恐怖の「なぜなぜ分析」IT編

いやいや全くその通り

なぜなぜ分析は、危険だ : タイム・コンサルタントの日誌から

危険ですよね。物事には原因があるのは間違いないんだけど、そもそもが複合的な要因からなるような問題を根本的な一つの問題に帰結させようとする試みはよくありません。なぜなぜ分析ってのは本来システム(プロセス)を改善するための行為なんだけど…

良くあるパターンとして、どうしても原因は「人」にしか帰結しないのでミスしたやつを止めさせるしか無い(それが超有能だけどたまたま一発やらかしちゃっただけであっても)という悲惨なパターン。原因をプロセスに求めても「リーダーのチェックが行き届いていなかった」になると普通は「工数が足りねーからだろ」ってなるはずが工数が足りないとは口が裂けても言えない(そこに帰結させる「政治的な」メリットがない)ため、泣く泣く優秀なリーダーを犠牲にしてプロジェクト崩壊とかね。極端な話ですが。

ITにおいてなぜなぜ分析をやると本来であれば「工数か単価のどちらかが跳ね上がる施策」にしか帰結し得ないんですよ。で、それに帰結したらその分お金が出てくるかというと、絶対に出てこない。なんでかしらないけどプロジェクトが日を追う毎にチェックリストの項目は増えて工数は加速度的に掛かるようになってそれでも同じ金額、同じ人数で頑張ると負荷が上がってチェックが行き届かなくなって余計に品質が落ちるというね。テストで見つかれば(地獄が繰り返されるとはいえ)まだマシだけど、本番稼働まで発覚しなければ洒落になりません。

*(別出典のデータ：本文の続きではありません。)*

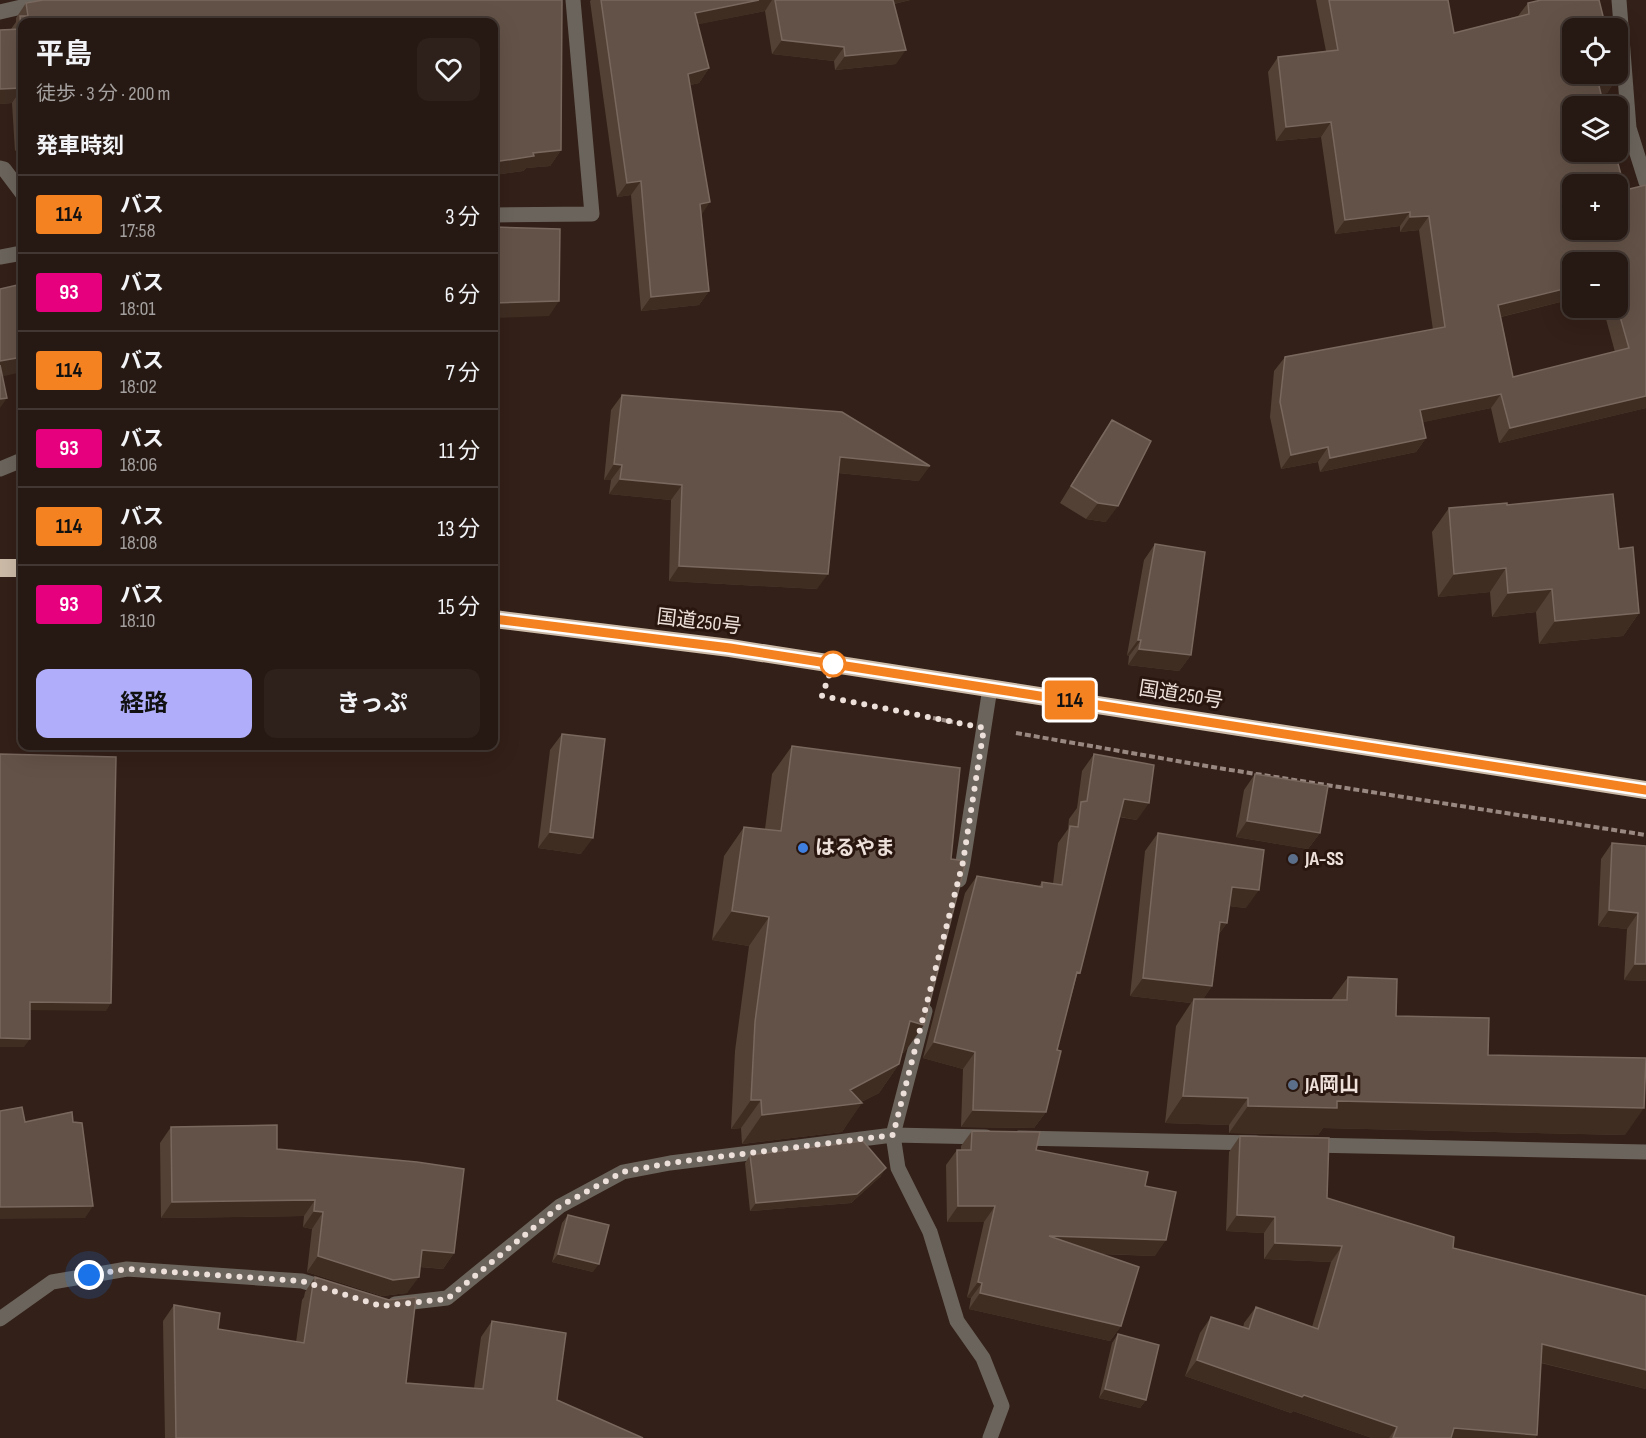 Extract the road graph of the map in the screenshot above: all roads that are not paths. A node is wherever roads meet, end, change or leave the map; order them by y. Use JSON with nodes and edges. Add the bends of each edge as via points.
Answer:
{"nodes":[{"id":1,"x":59,"y":0,"type":"edge"},
{"id":2,"x":573,"y":0,"type":"edge"},
{"id":3,"x":1619,"y":0,"type":"edge"},
{"id":4,"x":0,"y":12,"type":"edge"},
{"id":5,"x":0,"y":168,"type":"edge"},
{"id":6,"x":1646,"y":182,"type":"edge"},
{"id":7,"x":18,"y":188,"type":"edge"},
{"id":8,"x":498,"y":215,"type":"edge"},
{"id":9,"x":18,"y":254,"type":"edge"},
{"id":10,"x":0,"y":257,"type":"edge"},
{"id":11,"x":18,"y":461,"type":"edge"},
{"id":12,"x":0,"y":468,"type":"edge"},
{"id":13,"x":0,"y":568,"type":"edge"},
{"id":14,"x":18,"y":568,"type":"edge"},
{"id":15,"x":498,"y":619,"type":"edge"},
{"id":16,"x":990,"y":688,"type":"junction"},
{"id":17,"x":1646,"y":790,"type":"edge"},
{"id":18,"x":955,"y":896,"type":"edge"},
{"id":19,"x":928,"y":998,"type":"edge"},
{"id":20,"x":893,"y":1135,"type":"junction"},
{"id":21,"x":1275,"y":1144,"type":"edge"},
{"id":22,"x":1299,"y":1144,"type":"edge"},
{"id":23,"x":1646,"y":1152,"type":"edge"},
{"id":24,"x":347,"y":1295,"type":"edge"},
{"id":25,"x":381,"y":1306,"type":"edge"},
{"id":26,"x":0,"y":1319,"type":"edge"},
{"id":27,"x":990,"y":1438,"type":"edge"}],
"edges":[{"from":1,"to":4,"type":"street"},
{"from":2,"to":8,"type":"street","via":[[592,214]]},
{"from":3,"to":6,"type":"street","via":[[1629,128]]},
{"from":5,"to":7,"type":"street"},
{"from":9,"to":10,"type":"street"},
{"from":11,"to":12,"type":"street"},
{"from":13,"to":14,"type":"highway"},
{"from":15,"to":16,"type":"highway","name":"国道250号","via":[[730,648]]},
{"from":16,"to":17,"type":"highway","name":"国道250号"},
{"from":16,"to":18,"type":"street"},
{"from":19,"to":20,"type":"street"},
{"from":20,"to":21,"type":"street"},
{"from":20,"to":25,"type":"street","via":[[623,1172],[560,1206],[447,1299]]},
{"from":20,"to":27,"type":"street","via":[[898,1168],[930,1232],[957,1321],[983,1358],[1002,1406]]},
{"from":22,"to":23,"type":"street"},
{"from":24,"to":26,"type":"street","via":[[302,1281],[127,1269],[52,1282]]}]}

いやね、なぜなぜ分析やらなくていいって話じゃないんですよ。やっぱり障害が起きるってことはなにか問題があることを疑うべきだし、改善すべき点は改善すべき。でも、所詮は費用対効果の世界で我々は仕事をしているわけですから、その分岐点を超えてしまうような改善って実質的に意味が無いわけですよ。特に「誰の責任か」を追求するような分析には全く意味が無いと現場としては思います。

でもね、上の上の上の方の人が求めている報告って「で、結局誰が悪いの?」だったりするからたちが悪いんです。

ITシステムでもっとも計測されないのは作業の費用感です。タイプ速度にしたって個人差がありすぎるし、コンパイル待ち時間なんてのもマシンのスペックによって違うし、すげー昔で言うとプログラムシートに手書きでプログラムしたのを渡してしばらくは何も出来ないわけですよね。ITシステムを作るときの作業時間が定量化できないことはいい面もありますが、作業を増やすことによるコスト感も同様に想像ができなくなっている、というのが問題です。

ITシステムが事業の要になっている会社は経営に責任がある立場にIT部門(作業レベルのコスト感あり)出身の人がいないといけませんね。その点が某赤い銀行と某青い銀行の大きな違いなのかもしれません。